**Your assignment:** The whole listing needs to be written out exactly, except for any images.

**Records provided:**
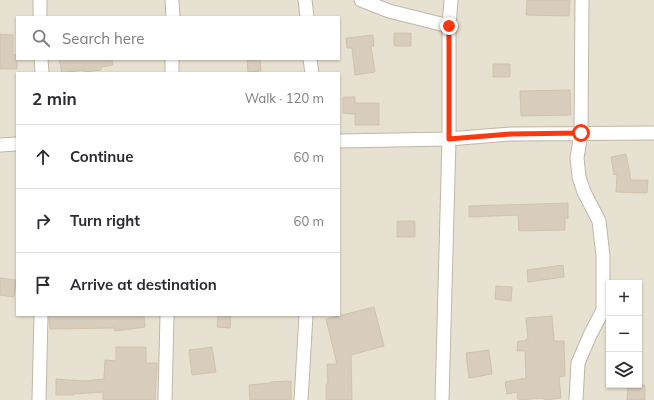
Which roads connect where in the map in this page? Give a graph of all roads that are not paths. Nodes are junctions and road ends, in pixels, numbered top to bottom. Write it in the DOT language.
graph roads {
  1 [pos="40,0"];
  2 [pos="172,0"];
  3 [pos="305,0"];
  4 [pos="361,0"];
  5 [pos="451,0"];
  6 [pos="582,0"];
  7 [pos="40,16"];
  8 [pos="173,16"];
  9 [pos="307,16"];
  10 [pos="449,26"];
  11 [pos="41,60"];
  12 [pos="172,60"];
  13 [pos="310,60"];
  14 [pos="42,72"];
  15 [pos="172,72"];
  16 [pos="312,72"];
  17 [pos="581,133"];
  18 [pos="654,133"];
  19 [pos="449,139"];
  20 [pos="340,141"];
  21 [pos="16,144"];
  22 [pos="0,145"];
  23 [pos="41,316"];
  24 [pos="167,316"];
  25 [pos="306,316"];
  26 [pos="39,400"];
  27 [pos="165,400"];
  28 [pos="301,400"];
  29 [pos="442,400"];
  30 [pos="576,400"];
  1 -- 7 [label="street"];
  2 -- 8 [label="street"];
  3 -- 9 [label="street"];
  4 -- 10 [label="street"];
  5 -- 10 [label="street"];
  6 -- 17 [label="street"];
  10 -- 19 [label="street"];
  11 -- 14 [label="street"];
  12 -- 15 [label="street"];
  13 -- 16 [label="street"];
  17 -- 18 [label="street"];
  17 -- 19 [label="street"];
  17 -- 30 [label="street"];
  19 -- 20 [label="street"];
  19 -- 29 [label="street"];
  21 -- 22 [label="street"];
  23 -- 26 [label="street"];
  24 -- 27 [label="street"];
  25 -- 28 [label="street"];
}
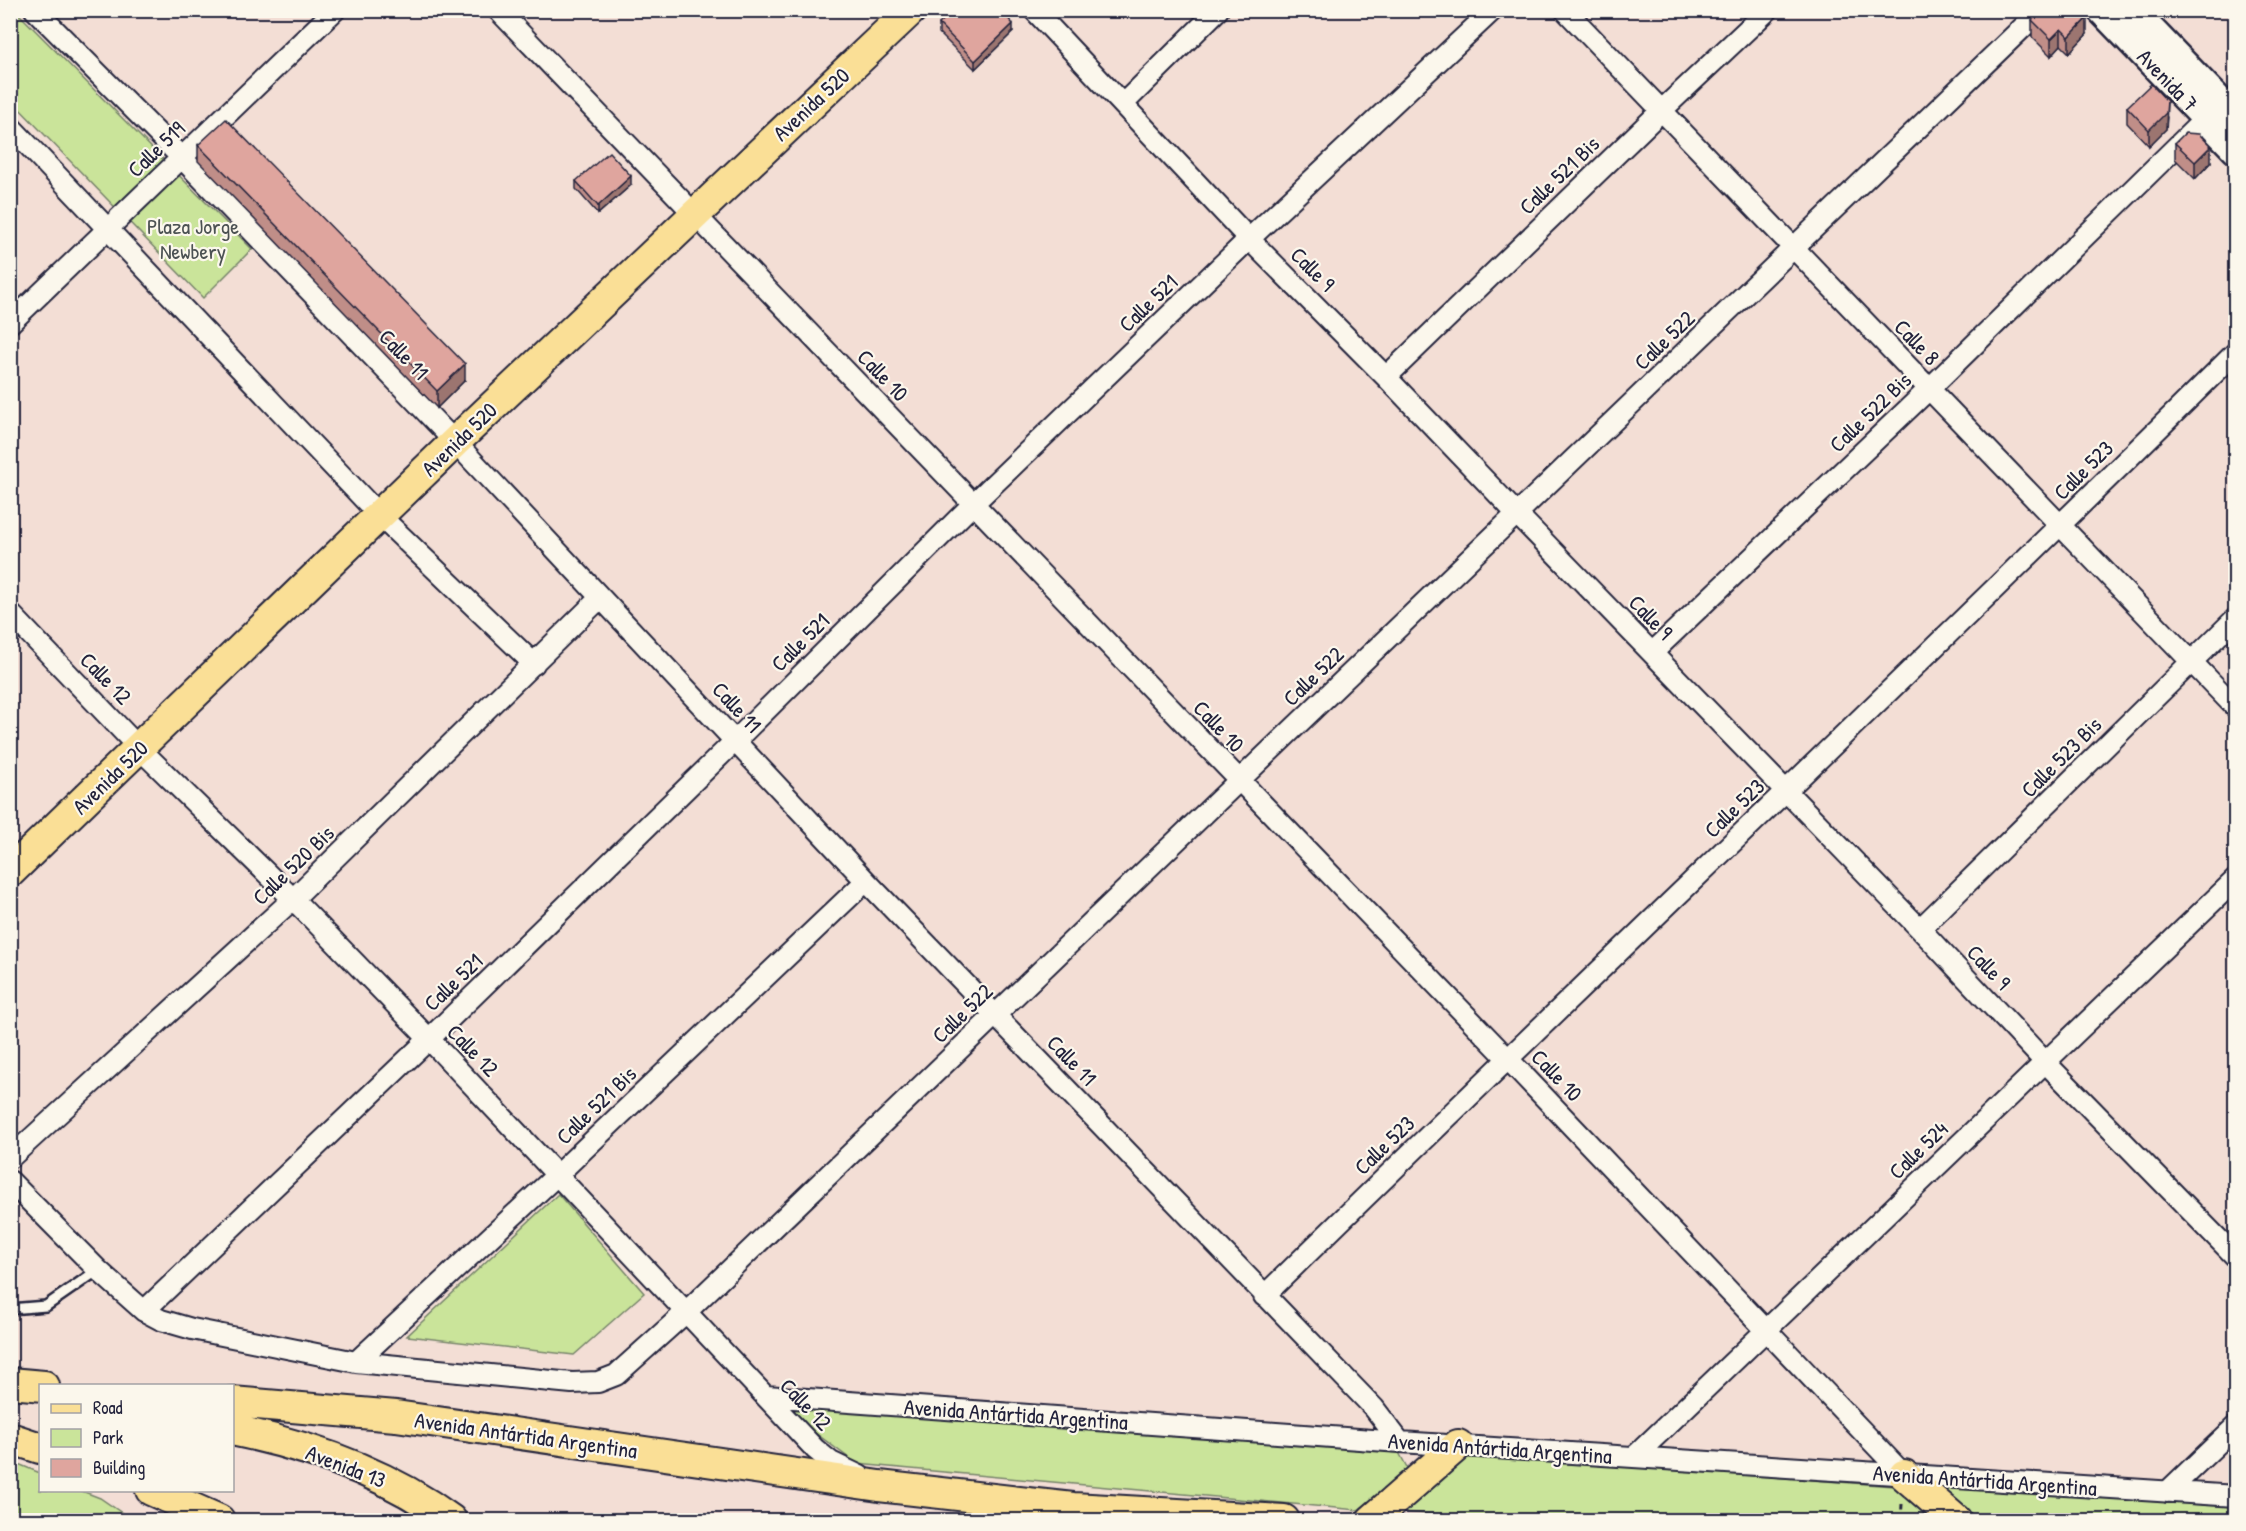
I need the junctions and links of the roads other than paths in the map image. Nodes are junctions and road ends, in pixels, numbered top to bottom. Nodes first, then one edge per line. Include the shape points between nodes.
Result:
1 (35, 10) edge
2 (335, 10) edge
3 (498, 10) edge
4 (911, 10) edge
5 (1034, 10) edge
6 (1218, 10) edge
7 (1492, 10) edge
8 (1564, 10) edge
9 (1768, 10) edge
10 (2041, 10) edge
11 (2101, 10) edge
12 (2132, 10) edge
13 (1124, 103) junction
14 (1661, 111) junction
15 (2220, 113) edge
16 (10, 126) edge
17 (2235, 150) edge
18 (181, 158) junction
19 (696, 214) junction
20 (110, 228) junction
21 (1250, 239) junction
22 (1793, 248) junction
23 (10, 323) edge
24 (2235, 352) edge
25 (1386, 377) junction
26 (1929, 389) junction
27 (455, 442) junction
28 (974, 503) junction
29 (1516, 514) junction
30 (379, 515) junction
31 (2062, 525) junction
32 (600, 598) junction
33 (10, 613) edge
34 (2235, 618) edge
35 (1653, 652) junction
36 (2192, 662) junction
37 (534, 664) junction
38 (2235, 708) edge
39 (736, 740) junction
40 (140, 748) junction
41 (1238, 781) junction
42 (1786, 791) junction
43 (10, 872) edge
44 (2235, 879) edge
45 (867, 881) junction
46 (293, 899) junction
47 (1920, 929) junction
48 (995, 1015) junction
49 (429, 1039) junction
50 (1507, 1058) junction
51 (2045, 1062) junction
52 (10, 1158) edge
53 (558, 1174) junction
54 (10, 1181) edge
55 (2235, 1257) edge
56 (98, 1270) junction
57 (1264, 1296) junction
58 (10, 1309) edge
59 (144, 1311) junction
60 (685, 1313) junction
61 (1766, 1329) junction
62 (356, 1362) junction
63 (10, 1384) edge
64 (39, 1386) edge
65 (39, 1391) edge
66 (766, 1396) junction
67 (234, 1402) edge
68 (2235, 1426) edge
69 (234, 1431) edge
70 (10, 1438) edge
71 (1400, 1442) junction
72 (1458, 1446) junction
73 (39, 1448) edge
74 (1634, 1456) junction
75 (1904, 1474) junction
76 (879, 1486) junction
77 (127, 1492) edge
78 (153, 1492) edge
79 (2167, 1492) junction
80 (2235, 1496) edge
81 (173, 1521) edge
82 (219, 1521) edge
83 (451, 1521) edge
84 (1284, 1521) edge
85 (1372, 1521) edge
86 (1956, 1521) edge

1 - 18 street, Calle 11
2 - 18 street, Calle 519
3 - 19 street, Calle 10
4 - 19 main road, Avenida 520
5 - 13 street, Calle 9
6 - 13 street
7 - 21 street, Calle 521
8 - 14 street, Calle 8
9 - 14 street, Calle 521 Bis
10 - 22 street, Calle 522
11 - 15 main road, Avenida 7
12 - 15 main road, Avenida 7
13 - 21 street, Calle 9
14 - 22 street, Calle 8
14 - 25 street, Calle 521 Bis
15 - 17 main road, Avenida 7
15 - 26 street, Calle 522 Bis
16 - 20 street
18 - 20 street, Calle 519
18 - 27 street, Calle 11
19 - 27 main road, Avenida 520
19 - 28 street, Calle 10
20 - 23 street, Calle 519
20 - 30 street
21 - 25 street, Calle 9
21 - 28 street, Calle 521
22 - 26 street, Calle 8
22 - 29 street, Calle 522
24 - 31 street, Calle 523
25 - 29 street, Calle 9
26 - 31 street, Calle 8
26 - 35 street, Calle 522 Bis
27 - 30 main road, Avenida 520
27 - 32 street, Calle 11
28 - 39 street, Calle 521
28 - 41 street, Calle 10
29 - 35 street, Calle 9
29 - 41 street, Calle 522
30 - 37 street
30 - 40 main road, Avenida 520
31 - 36 street, Calle 8
31 - 42 street, Calle 523
32 - 37 street, Calle 520 Bis
32 - 39 street, Calle 11
33 - 40 street, Calle 12
34 - 36 street, Calle 523 Bis
35 - 42 street, Calle 9
36 - 38 street, Calle 8
36 - 47 street, Calle 523 Bis
37 - 46 street, Calle 520 Bis
39 - 45 street, Calle 11
39 - 49 street, Calle 521
40 - 43 main road, Avenida 520
40 - 46 street, Calle 12
41 - 48 street, Calle 522
41 - 50 street, Calle 10
42 - 47 street, Calle 9
42 - 50 street, Calle 523
44 - 51 street, Calle 524
45 - 48 street, Calle 11
45 - 53 street, Calle 521 Bis
46 - 49 street, Calle 12
46 - 52 street, Calle 520 Bis
47 - 51 street, Calle 9
48 - 57 street, Calle 11
48 - 60 street, Calle 522
49 - 53 street, Calle 12
49 - 59 street, Calle 521
50 - 57 street, Calle 523
50 - 61 street, Calle 10
51 - 55 street, Calle 9
51 - 61 street, Calle 524
53 - 60 street, Calle 12
53 - 62 street, Calle 521 Bis
54 - 56 street
56 - 58 lane via 46,1306
56 - 59 street
57 - 71 street, Calle 11 via 1374,1408
59 - 62 street via 192,1329
60 - 62 street, Calle 522 via 616,1375 598,1382 572,1383
60 - 66 street, Calle 12
61 - 74 street, Calle 524
61 - 75 street, Calle 10
63 - 64 main road
63 - 65 main road
66 - 71 street, Avenida Antártida Argentina
66 - 76 street, Calle 12 via 831,1462
67 - 76 main road, Avenida Antártida Argentina via 396,1416
68 - 79 street
69 - 83 main road, Avenida 13 via 363,1470 429,1504
70 - 73 main road
71 - 72 street, Avenida Antártida Argentina
72 - 74 street, Avenida Antártida Argentina
72 - 85 main road
74 - 75 street, Avenida Antártida Argentina
75 - 79 street, Avenida Antártida Argentina
75 - 86 main road
76 - 84 main road, Avenida Antártida Argentina via 1073,1508
77 - 81 main road
78 - 82 main road
79 - 80 street, Avenida Antártida Argentina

**Final answer:**
Which roads connect where in the map in this page? Give a graph of all roads that are not paths. Nodes are junctions and road ends, in pixels, numbered top to bottom. Write it in the DOT language.
graph roads {
  1 [pos="40,0"];
  2 [pos="172,0"];
  3 [pos="305,0"];
  4 [pos="361,0"];
  5 [pos="451,0"];
  6 [pos="582,0"];
  7 [pos="40,16"];
  8 [pos="173,16"];
  9 [pos="307,16"];
  10 [pos="449,26"];
  11 [pos="41,60"];
  12 [pos="172,60"];
  13 [pos="310,60"];
  14 [pos="42,72"];
  15 [pos="172,72"];
  16 [pos="312,72"];
  17 [pos="581,133"];
  18 [pos="654,133"];
  19 [pos="449,139"];
  20 [pos="340,141"];
  21 [pos="16,144"];
  22 [pos="0,145"];
  23 [pos="41,316"];
  24 [pos="167,316"];
  25 [pos="306,316"];
  26 [pos="39,400"];
  27 [pos="165,400"];
  28 [pos="301,400"];
  29 [pos="442,400"];
  30 [pos="576,400"];
  1 -- 7 [label="street"];
  2 -- 8 [label="street"];
  3 -- 9 [label="street"];
  4 -- 10 [label="street"];
  5 -- 10 [label="street"];
  6 -- 17 [label="street"];
  10 -- 19 [label="street"];
  11 -- 14 [label="street"];
  12 -- 15 [label="street"];
  13 -- 16 [label="street"];
  17 -- 18 [label="street"];
  17 -- 19 [label="street"];
  17 -- 30 [label="street"];
  19 -- 20 [label="street"];
  19 -- 29 [label="street"];
  21 -- 22 [label="street"];
  23 -- 26 [label="street"];
  24 -- 27 [label="street"];
  25 -- 28 [label="street"];
}
I need the junctions and links of the roads other than paths in the map image. Nodes are junctions and road ends, in pixels, numbered top to bottom. Nodes first, then one edge per line. Include the shape points between nodes.
Result:
1 (35, 10) edge
2 (335, 10) edge
3 (498, 10) edge
4 (911, 10) edge
5 (1034, 10) edge
6 (1218, 10) edge
7 (1492, 10) edge
8 (1564, 10) edge
9 (1768, 10) edge
10 (2041, 10) edge
11 (2101, 10) edge
12 (2132, 10) edge
13 (1124, 103) junction
14 (1661, 111) junction
15 (2220, 113) edge
16 (10, 126) edge
17 (2235, 150) edge
18 (181, 158) junction
19 (696, 214) junction
20 (110, 228) junction
21 (1250, 239) junction
22 (1793, 248) junction
23 (10, 323) edge
24 (2235, 352) edge
25 (1386, 377) junction
26 (1929, 389) junction
27 (455, 442) junction
28 (974, 503) junction
29 (1516, 514) junction
30 (379, 515) junction
31 (2062, 525) junction
32 (600, 598) junction
33 (10, 613) edge
34 (2235, 618) edge
35 (1653, 652) junction
36 (2192, 662) junction
37 (534, 664) junction
38 (2235, 708) edge
39 (736, 740) junction
40 (140, 748) junction
41 (1238, 781) junction
42 (1786, 791) junction
43 (10, 872) edge
44 (2235, 879) edge
45 (867, 881) junction
46 (293, 899) junction
47 (1920, 929) junction
48 (995, 1015) junction
49 (429, 1039) junction
50 (1507, 1058) junction
51 (2045, 1062) junction
52 (10, 1158) edge
53 (558, 1174) junction
54 (10, 1181) edge
55 (2235, 1257) edge
56 (98, 1270) junction
57 (1264, 1296) junction
58 (10, 1309) edge
59 (144, 1311) junction
60 (685, 1313) junction
61 (1766, 1329) junction
62 (356, 1362) junction
63 (10, 1384) edge
64 (39, 1386) edge
65 (39, 1391) edge
66 (766, 1396) junction
67 (234, 1402) edge
68 (2235, 1426) edge
69 (234, 1431) edge
70 (10, 1438) edge
71 (1400, 1442) junction
72 (1458, 1446) junction
73 (39, 1448) edge
74 (1634, 1456) junction
75 (1904, 1474) junction
76 (879, 1486) junction
77 (127, 1492) edge
78 (153, 1492) edge
79 (2167, 1492) junction
80 (2235, 1496) edge
81 (173, 1521) edge
82 (219, 1521) edge
83 (451, 1521) edge
84 (1284, 1521) edge
85 (1372, 1521) edge
86 (1956, 1521) edge

1 - 18 street, Calle 11
2 - 18 street, Calle 519
3 - 19 street, Calle 10
4 - 19 main road, Avenida 520
5 - 13 street, Calle 9
6 - 13 street
7 - 21 street, Calle 521
8 - 14 street, Calle 8
9 - 14 street, Calle 521 Bis
10 - 22 street, Calle 522
11 - 15 main road, Avenida 7
12 - 15 main road, Avenida 7
13 - 21 street, Calle 9
14 - 22 street, Calle 8
14 - 25 street, Calle 521 Bis
15 - 17 main road, Avenida 7
15 - 26 street, Calle 522 Bis
16 - 20 street
18 - 20 street, Calle 519
18 - 27 street, Calle 11
19 - 27 main road, Avenida 520
19 - 28 street, Calle 10
20 - 23 street, Calle 519
20 - 30 street
21 - 25 street, Calle 9
21 - 28 street, Calle 521
22 - 26 street, Calle 8
22 - 29 street, Calle 522
24 - 31 street, Calle 523
25 - 29 street, Calle 9
26 - 31 street, Calle 8
26 - 35 street, Calle 522 Bis
27 - 30 main road, Avenida 520
27 - 32 street, Calle 11
28 - 39 street, Calle 521
28 - 41 street, Calle 10
29 - 35 street, Calle 9
29 - 41 street, Calle 522
30 - 37 street
30 - 40 main road, Avenida 520
31 - 36 street, Calle 8
31 - 42 street, Calle 523
32 - 37 street, Calle 520 Bis
32 - 39 street, Calle 11
33 - 40 street, Calle 12
34 - 36 street, Calle 523 Bis
35 - 42 street, Calle 9
36 - 38 street, Calle 8
36 - 47 street, Calle 523 Bis
37 - 46 street, Calle 520 Bis
39 - 45 street, Calle 11
39 - 49 street, Calle 521
40 - 43 main road, Avenida 520
40 - 46 street, Calle 12
41 - 48 street, Calle 522
41 - 50 street, Calle 10
42 - 47 street, Calle 9
42 - 50 street, Calle 523
44 - 51 street, Calle 524
45 - 48 street, Calle 11
45 - 53 street, Calle 521 Bis
46 - 49 street, Calle 12
46 - 52 street, Calle 520 Bis
47 - 51 street, Calle 9
48 - 57 street, Calle 11
48 - 60 street, Calle 522
49 - 53 street, Calle 12
49 - 59 street, Calle 521
50 - 57 street, Calle 523
50 - 61 street, Calle 10
51 - 55 street, Calle 9
51 - 61 street, Calle 524
53 - 60 street, Calle 12
53 - 62 street, Calle 521 Bis
54 - 56 street
56 - 58 lane via 46,1306
56 - 59 street
57 - 71 street, Calle 11 via 1374,1408
59 - 62 street via 192,1329
60 - 62 street, Calle 522 via 616,1375 598,1382 572,1383
60 - 66 street, Calle 12
61 - 74 street, Calle 524
61 - 75 street, Calle 10
63 - 64 main road
63 - 65 main road
66 - 71 street, Avenida Antártida Argentina
66 - 76 street, Calle 12 via 831,1462
67 - 76 main road, Avenida Antártida Argentina via 396,1416
68 - 79 street
69 - 83 main road, Avenida 13 via 363,1470 429,1504
70 - 73 main road
71 - 72 street, Avenida Antártida Argentina
72 - 74 street, Avenida Antártida Argentina
72 - 85 main road
74 - 75 street, Avenida Antártida Argentina
75 - 79 street, Avenida Antártida Argentina
75 - 86 main road
76 - 84 main road, Avenida Antártida Argentina via 1073,1508
77 - 81 main road
78 - 82 main road
79 - 80 street, Avenida Antártida Argentina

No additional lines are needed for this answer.